Falluja mattered – attacks are down by half, many weapons and explosives were seized, and a key base of operation was denied to the terrorists. There’s other evidence that Falluja mattered, and was a large tactical victory - though the press seems to ignore it now that they don’t have fresh casualties to report:
December 06, 2004
THAT’S CALLED EVIDENCE
The Post reporter doesn’t quite articulate it this way, but the best evidence yet that the assault on Fallujah wasn’t just a success but mattered, mattered a great deal, is the fact that the military now sees a change in the enemy’s strategy – they won’t mass in one place again ( http://www.washingtonpost.com/wp-dyn/articles/A38094-2004Dec5.html ). If it had been as insignificant as some of the press coverage suggested, you wouldn’t have expected to see them change the way they did business.
The article also points to something else about more recent coverage:
[Begin WaPo excerpt] As a sign of the damage done to the insurgency by the Fallujah operation, U.S. officers point to a sharp decline in the number of attacks nationwide, from a high of more than 130 a day at the start of the offensive in early November to about 60 now. But U.S. military intelligence officers expect the number to rise again before the national elections set for Jan. 30. [End WaPo excerpt]
Now, I’ve mentioned before that the figure of over 100 attacks a day was hyped, while the reduction gets barely a mention. But what drives that is that when the figure is high, the focus is on nationwide violence. When the figure goes down, the focus telescopes down into just the individual attacks of the day, and God knows there are enough of those, and the attacks that do occur are brutal enough, that it can make it look as if the whole country is coming apart at the seams.
Again, please don’t misunderstand, I’m not suggesting the place is Shangri-la by any stretch. But I am saying that each individual attack is bad enough that focusing in on it in detail – much less if there are several in a single day – can easily create the impression of nationwide chaos, even if the attacks are occuring in a limited area and even if the overall number of attacks are going down.

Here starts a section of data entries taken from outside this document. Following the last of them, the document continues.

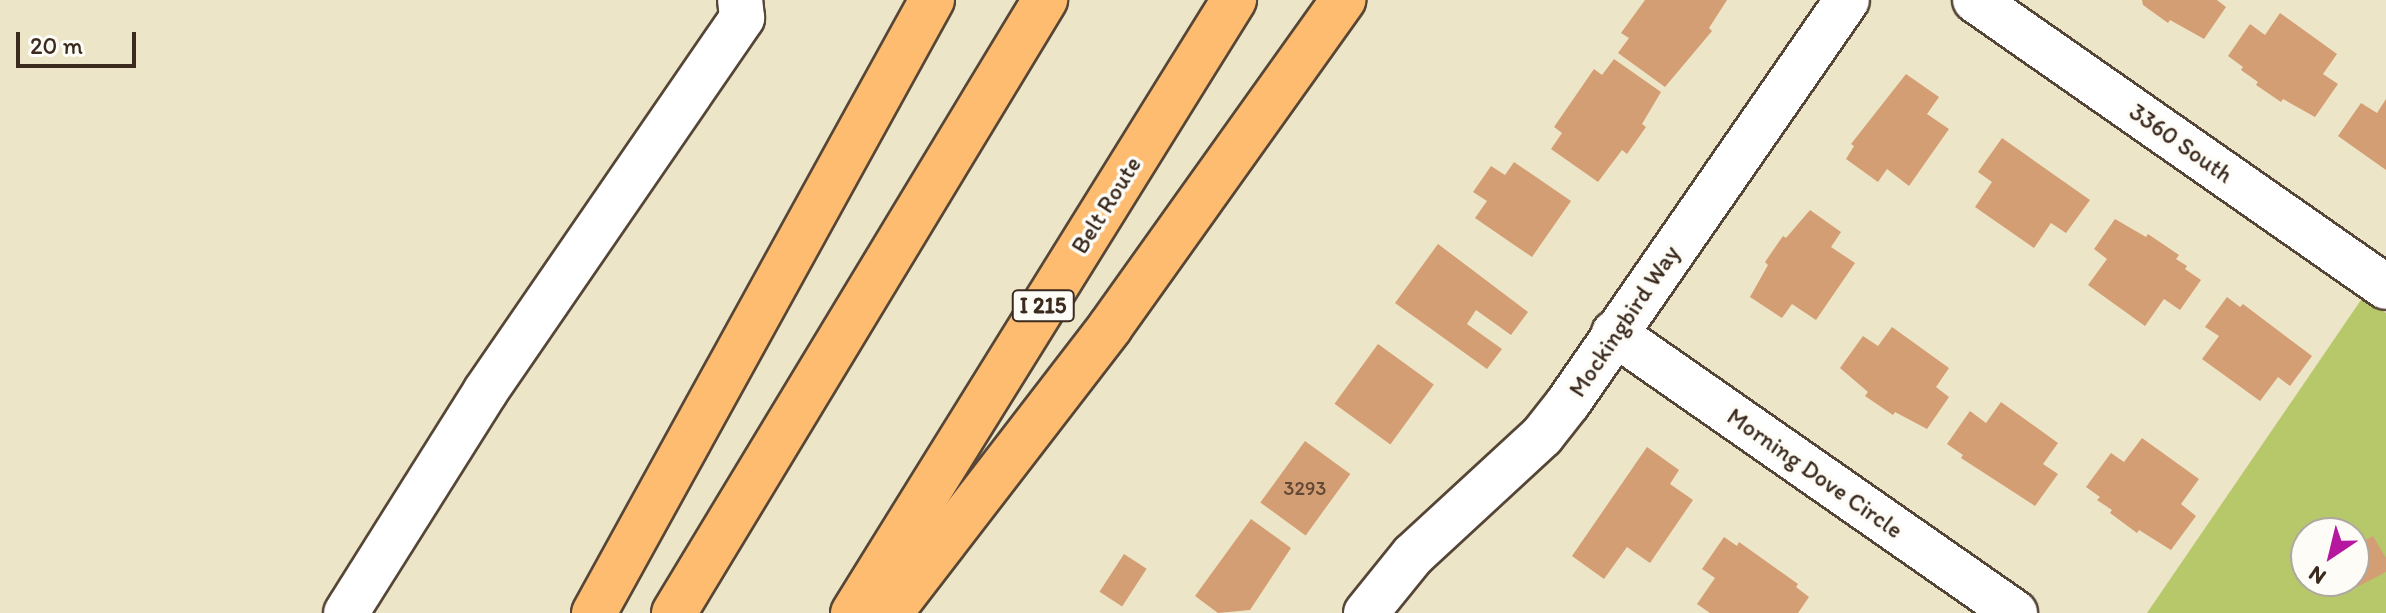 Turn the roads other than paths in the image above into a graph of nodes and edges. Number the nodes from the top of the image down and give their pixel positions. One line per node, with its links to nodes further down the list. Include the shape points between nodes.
1 (740, 0): 10 (street, via 742,18 485,392)
2 (932, 0): 11 (highway)
3 (1045, 0): 12 (highway)
4 (1234, 0): 13 (highway, Belt Route / I 215)
5 (1343, 0): 14 (highway, via 1128,304)
6 (1847, 0): 9 (street, Mockingbird Way)
7 (1975, 0): 8 (street, 3360 South)
8 (2386, 287)
9 (1614, 333): 15 (street, Mockingbird Way, via 1542,436 1413,555); 16 (street, Morning Dove Circle)
10 (346, 613)
11 (594, 613)
12 (674, 613)
13 (853, 613)
14 (890, 613)
15 (1366, 613)
16 (2015, 613) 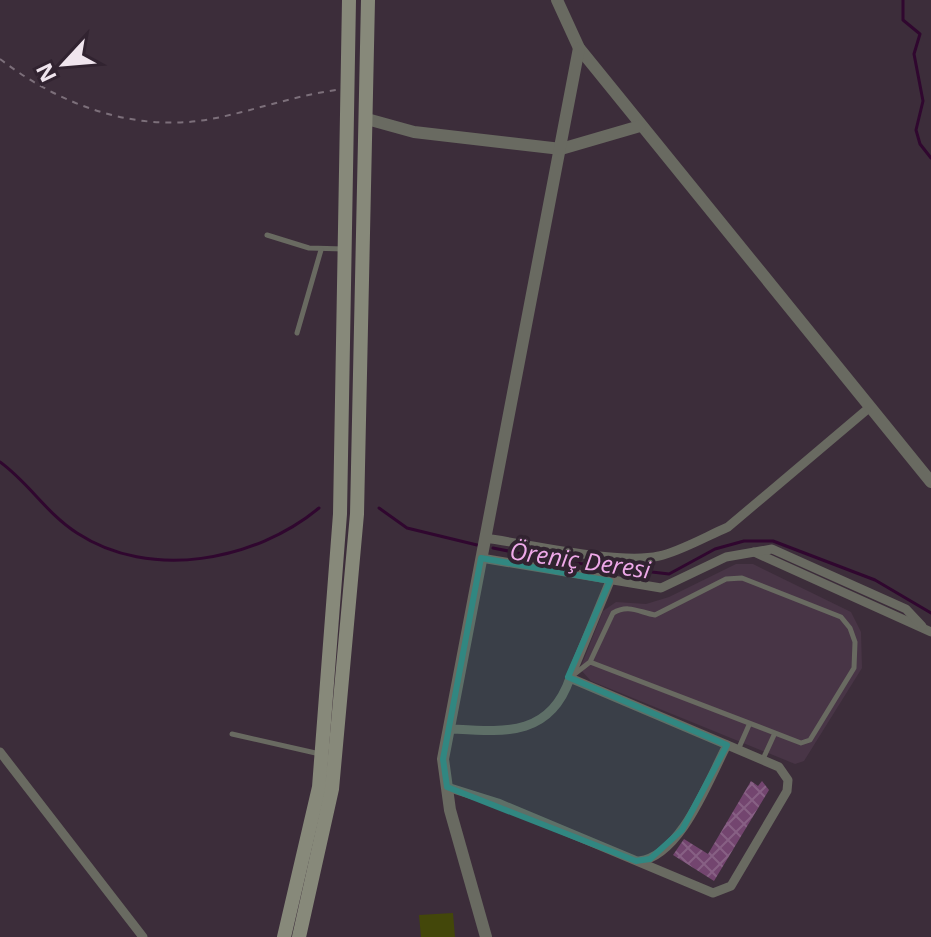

The other thing about the coverage that prevents us, still, from getting a good grasp of the big picture is that there’s virtually no follow-up coverage. They ignored Fallujah during the period when they were all covering Najaf; once the fighting ended in Najaf, they lost all interest.
When was the last time you saw a story on how things were going down in that city?
It’s alluded to in this story, but not really covered.
[Begin WaPo excerpt] Reconstruction of the badly battered city of Fallujah now poses a major test of the Baghdad government’s ability to deliver people and resources. But last week, senior U.S. Marine officers overseeing the rebuilding effort privately voiced frustration over the absence of officials from Baghdad and public works technicians to help restore power and water, assist in food and fuel distribution and set up a new police force.
Senior U.S. officers point to Najaf as a model for reconstituting cities that have been the target of U.S. military offensives against insurgents. Since the battle freeing it of Sadr’s forces, the city has remained calm and shown both political leadership and economic development.
None of this means things are going really well, it means they may be going better than the press coverage suggests. If they were going well, the Army would not have made this critical strategic adjustment:
In Baghdad, Sunni support for “armed national opposition” was 40 percent in a November poll taken for the U.S. military, up from 35 percent in September. More Sunnis expressed support for the insurgents than confidence in the Iraqi government, which drew only 35 percent support in November. Approval of attacks on U.S. forces was also up, from 46 percent in September to 51 percent in November.
Under the circumstances, the internal assessment done for Casey has recommended changing one of the U.S. military’s original aims, which was to bring Iraqis around to a more “positive” perception of U.S. troops. With hindsight, that objective now appears too ambitious, the assessment concluded, adding that “popular tolerance” would be a more “realistic aim.”
“It’s not about winning the hearts and minds,” Casey said. “It’s about giving the Iraqis an opportunity that they can pick up.” [End WaPo excerpt]
Do read the whole article: I’ve pulled out a few points that shed some light on the coverage, but the article is full of material that’s useful on a substantive level.
Update: Take this article as an example. ( http://www.nytimes.com/2004/12/06/international/middleeast/06iraq.html?oref=login&oref=login ) It makes clear that it isn’t so much the number of attacks as who is being attacked that may matter at some level.
But is that the entire story? We were told previously that the number of attacks was one metric. So – is it or isn’t it? Certainly the targets matter, that’s a central way of determining what the strategy is and therefore whether it’s working. But why, when the number was high, was that presented as one way of evaluating how things were going also?